Auch wir hatten viele verklärende Bilder im Kopf, als wir unsere zehnmonatige Weltreise planten, mit Tibet als Höhepunkt. Ein reiseerfahrenes Frauenpaar in den besten Jahren im wohlverdienten Sabbatical – Jobs, Katze, Wohnung goodbye! Mit minimaler Trekkingausrüstung (wir hatten auch für warme Länder gepackt, Nepal, Indien und die Andamanen, Neuseeland und Französisch-Polynesien) starteten wir im August 2011. Bald war uns klar: Tibet ist eine Herausforderung! Es unterscheidet sich in vielerlei Hinsicht von einer normalen Rucksackreise: die extreme Höhenlage und die Auswirkungen der Höhenkrankheit; willkürlich erlassene Einreiseverbote und vor allem die Reisebedingungen in einem besetzten, geknebelten Land, das um seine Freiheit kämpft.

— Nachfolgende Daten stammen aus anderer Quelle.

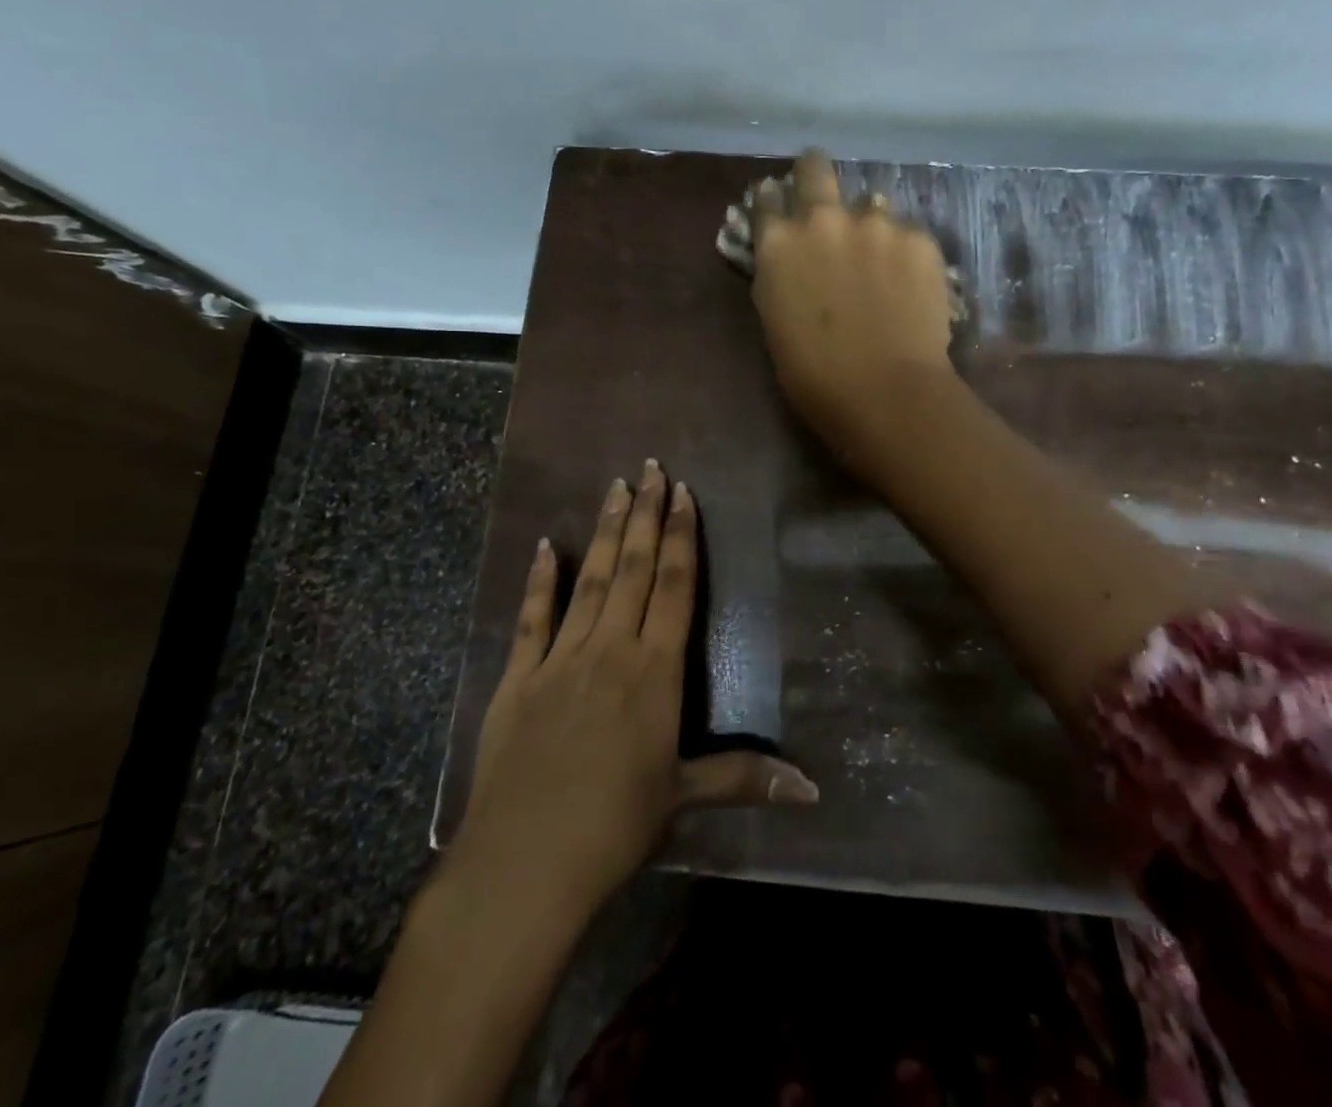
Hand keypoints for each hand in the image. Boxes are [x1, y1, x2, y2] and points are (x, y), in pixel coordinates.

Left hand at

Alle Reisen nach Tibet müssen durch eine staatlich lizensierte Agentur organisiert werden, ein Reiseführer als ständiger Begleiter ist Vorschrift. Und – was diesen Bericht am meisten prägt: Obwohl Tibet mittlerweile über eine Eisenbahn und einzelne geteerte Straßen verfügt, wird jede Reise jenseits der Hauptstadt zwangsläufig zum Abenteuertrip. Selbst erfahrene TrekkerInnen und Outdoor-Reisende sehen sich mit extremen Situationen konfrontiert.

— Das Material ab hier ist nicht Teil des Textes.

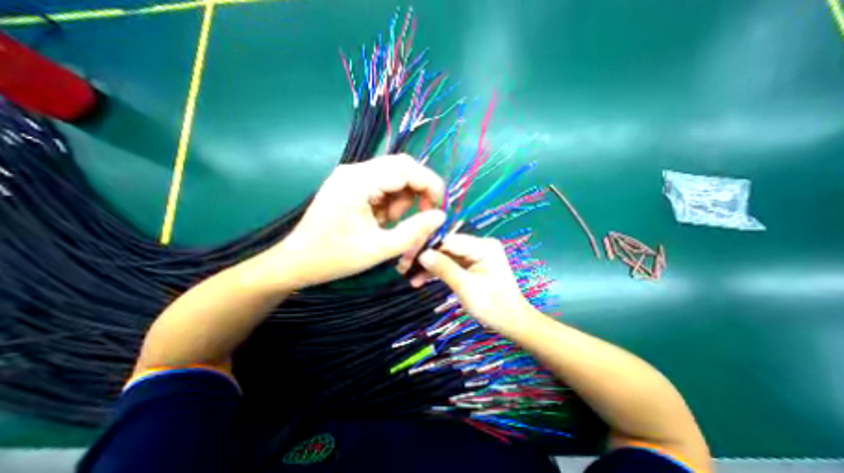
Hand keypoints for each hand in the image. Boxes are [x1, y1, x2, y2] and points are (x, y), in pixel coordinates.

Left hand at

Diese Bedingungen haben auch unsere Reise geprägt. Ein einzigartiger Glücksfall in dieser Situation war unsere „verordnete“ Reisebegleiterin Jigme. Sie und alle anderen Tibeterinnen und Tibeter, Chinesinnen und Chinesen, die hier beschrieben sind, tragen in Wirklichkeit einen anderen Namen. Wir konnten sie nicht einmal fragen, ob ihnen die Pseudonyme gefallen, denn die Kontrolle des Internets durch die chinesischen Machthaber führt nicht nur zur weitreichenden Dominanz chinesischer Propaganda im Netz, sie macht auch vor privaten E-Mails keinen Halt.
Allen Widrigkeiten zum Trotz haben wir die Perspektive von Frauen nicht aus den Augen verloren: Wir als reisendes Frauenpaar, geleitet und unterstützt von unserer tibetischen Reiseführerin, versuchten der Lebenswirklichkeit der Tibeterinnen näherzukommen. Wie leben die Frauen? In der Stadt, auf dem Land, als Nomadin, als Bäuerin? Was arbeiten sie? Wie ist ihre Situation in der Familie? In der Religion, in der Öffentlichkeit?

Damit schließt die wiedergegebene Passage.